Nesse ponto cabe retomar as conclusões de Mezan sobre esse período do pensamento de Freud, que apontam justamente para as exigências que estou defendendo:

A não ser os dois elementos que segundo nossa interpretação ainda não se encaixam no conjunto – a questão da identificação e a localização precisa do Complexo de Édipo (...), nada faria um leitor desprevenido esperar, a partir de 1920, uma reforma tão extensa do edifício laboriosamente construído nas três décadas precedentes (...). Iniciado sem alarde em

Além do Princípio do Prazer, o experimento iria modificar de alto a baixo o aspecto da

psicanálise, acarretando transformações profundas nos seus elementos essenciais. (MEZAN, 2001, p. 250)

Eu apenas acrescentaria que a questão da identificação é uma exigência que aparece mais claramente nesse período de síntese metapsicológica, enquanto a proposição do segundo dualismo pulsional depende de uma retomada de exigências precedentes que, inclusive, ficaram, naquele momento, deslocadas para um segundo plano.

No que diz respeito à teoria representacional na metapsicologia, que é o que nos interessa particularmente, posso concluir que nesse período de síntese metapsicológica se observam claramente dois movimentos.

O primeiro movimento decorre da própria complexificação da teoria representacional e sua articulação com a teoria das pulsões. Há limites internos a essa teoria que Freud termina de montar nos artigos de metapsicologia. Fora as questões sobre a articulação somatopsíquica e a compreensão constitutiva desses registros representacionais na tópica, a própria hipótese representacional é marcada por uma ambigüidade constitutiva: a separação entre afeto e representação ideativa. Esse limite é fundamental na teoria da representação freudiana: a dinâmica psíquica é

marcada sempre por um resto ou um resíduo da operação de significação, os afetos, cuja expressão mais característica é a angústia.

O segundo movimento diz respeito aos limites externos à teoria da representação, que se referem, nesse período, ao papel das representações na constituição do próprio aparelho psíquico, ou seja, por meio de que mecanismos as representações conseguem instaurar sistemas com leis próprias que passaram a determinar o próprio regime dinâmico das representações. A teoria do recalque primário mostra justamente o âmago dessa questão, mas o período traz uma série de hipóteses interessantes da constituição do aparelho por meio de identificações, quer seja da ordem de um narcisismo mais originário do ego, quer seja de mecanismos identificatórios de cunho mais secundário, como no caso da melancolia.

De qualquer forma, em geral a problemática do período aponta para uma ampliação dos limites representacionais em direção a uma teoria das identificações.
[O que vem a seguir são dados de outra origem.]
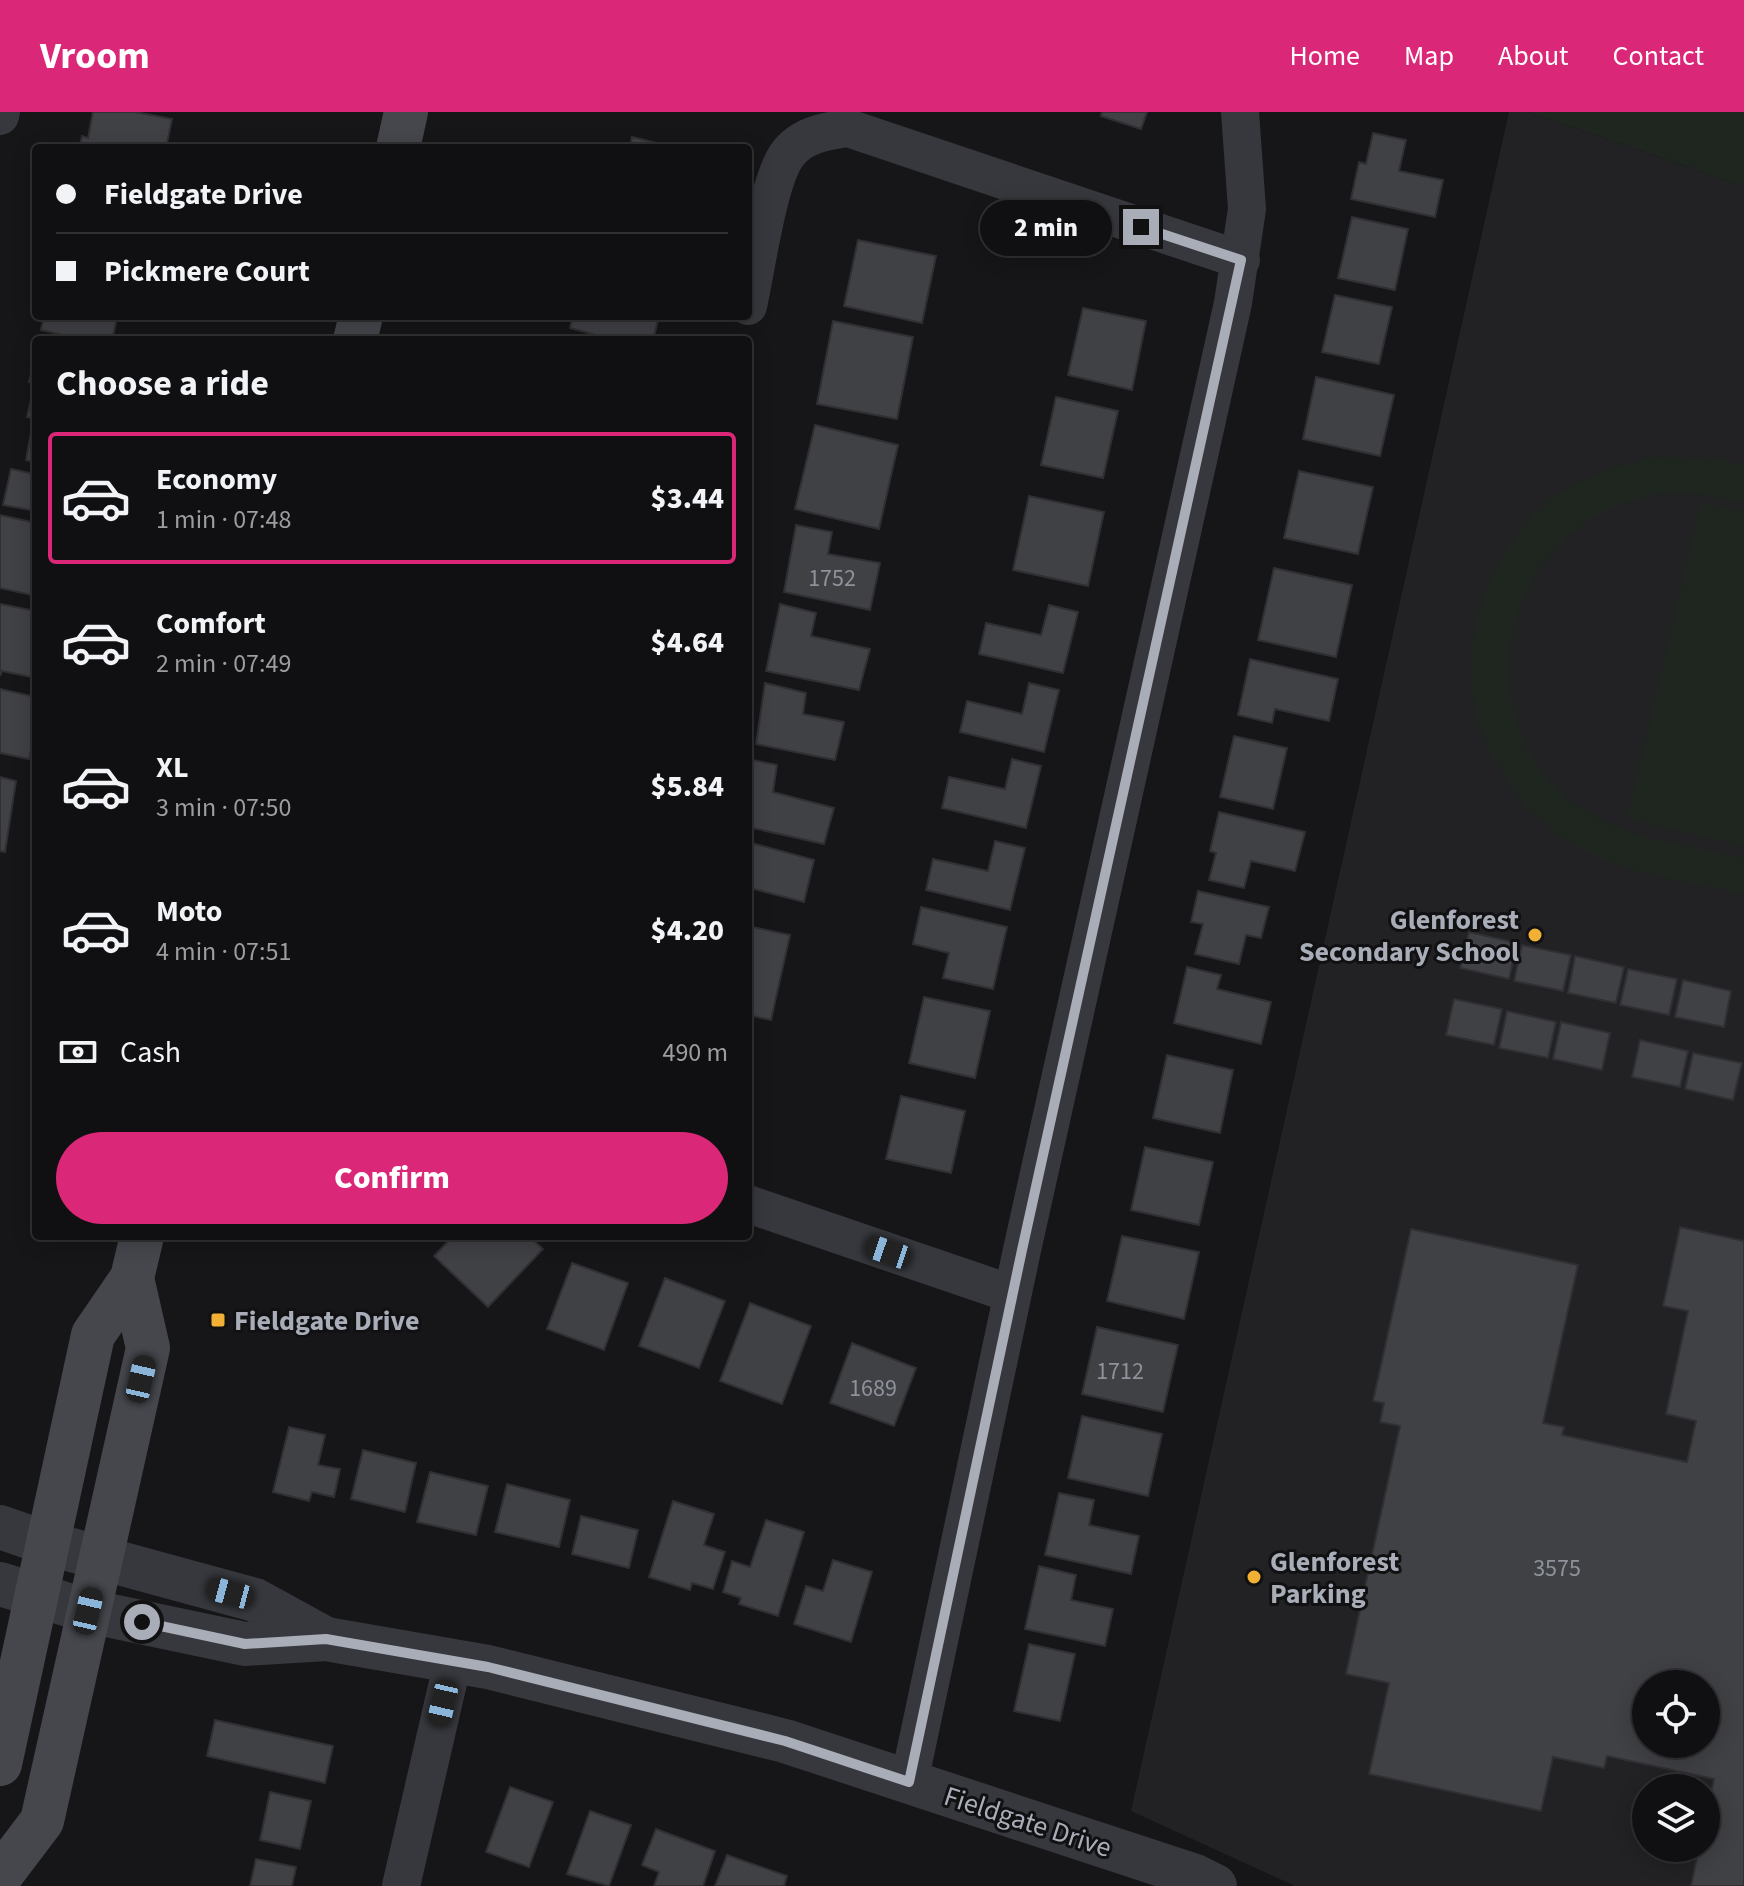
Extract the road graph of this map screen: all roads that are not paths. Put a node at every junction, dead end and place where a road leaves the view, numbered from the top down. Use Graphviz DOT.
graph roads {
  1 [pos="406,112"];
  2 [pos="1240,112"];
  3 [pos="399,144"];
  4 [pos="1241,260"];
  5 [pos="752,288"];
  6 [pos="752,1205"];
  7 [pos="141,1240"];
  8 [pos="132,1278"];
  9 [pos="1012,1294"];
  10 [pos="0,1527"];
  11 [pos="46,1543"];
  12 [pos="100,1558"];
  13 [pos="18,1590"];
  14 [pos="88,1611"];
  15 [pos="326,1639"];
  16 [pos="453,1661"];
  17 [pos="0,1764"];
  18 [pos="909,1782"];
  19 [pos="0,1875"];
  20 [pos="401,1886"];
  21 [pos="1215,1886"];
  1 -- 3 [label="main road"];
  2 -- 4 [label="street"];
  4 -- 5 [label="street"];
  4 -- 9 [label="street"];
  6 -- 9 [label="street"];
  7 -- 8 [label="main road"];
  8 -- 11 [label="main road"];
  8 -- 12 [label="main road"];
  9 -- 18 [label="street"];
  10 -- 11 [label="street, Fieldgate Drive"];
  11 -- 12 [label="street, Fieldgate Drive"];
  11 -- 13 [label="main road"];
  12 -- 14 [label="main road"];
  12 -- 15 [label="street, Fieldgate Drive"];
  13 -- 14 [label="street, Fieldgate Drive"];
  13 -- 17 [label="main road"];
  14 -- 15 [label="street, Fieldgate Drive"];
  14 -- 19 [label="main road"];
  15 -- 16 [label="street, Fieldgate Drive"];
  16 -- 18 [label="street, Fieldgate Drive"];
  16 -- 20 [label="street"];
  18 -- 21 [label="street, Fieldgate Drive"];
}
Chamo isso do movimento do além da representação, que é marcada ainda por certo paradigma positivo na metapsicologia, no sentido da suposição de um ideal representacional controlando a lógica do sistema. Embora o conceito de pulsão, já em sua origem, aponte para certa transgressão desse ideal, o fato é que, até então ele se acomoda relativamente bem nesses limites, exceção feita ao problema do afeto, que, por isso mesmo, representa um verdadeiro calcanhar de Aquiles na metapsicologia freudiana. Fora isso, somente a afirmação completamente isolada de uma prioridade da alucinação negativa do objeto na constituição do psiquismo, parece apontar alguma abertura para um referencial de negatividade na metapsicologia.

Será preciso aguardar o retorno de uma outra problemática para avançar na integração dessas aberturas: as considerações sobre o além do princípio do prazer, que implicarão a chamada ―virada dos anos vinte‖.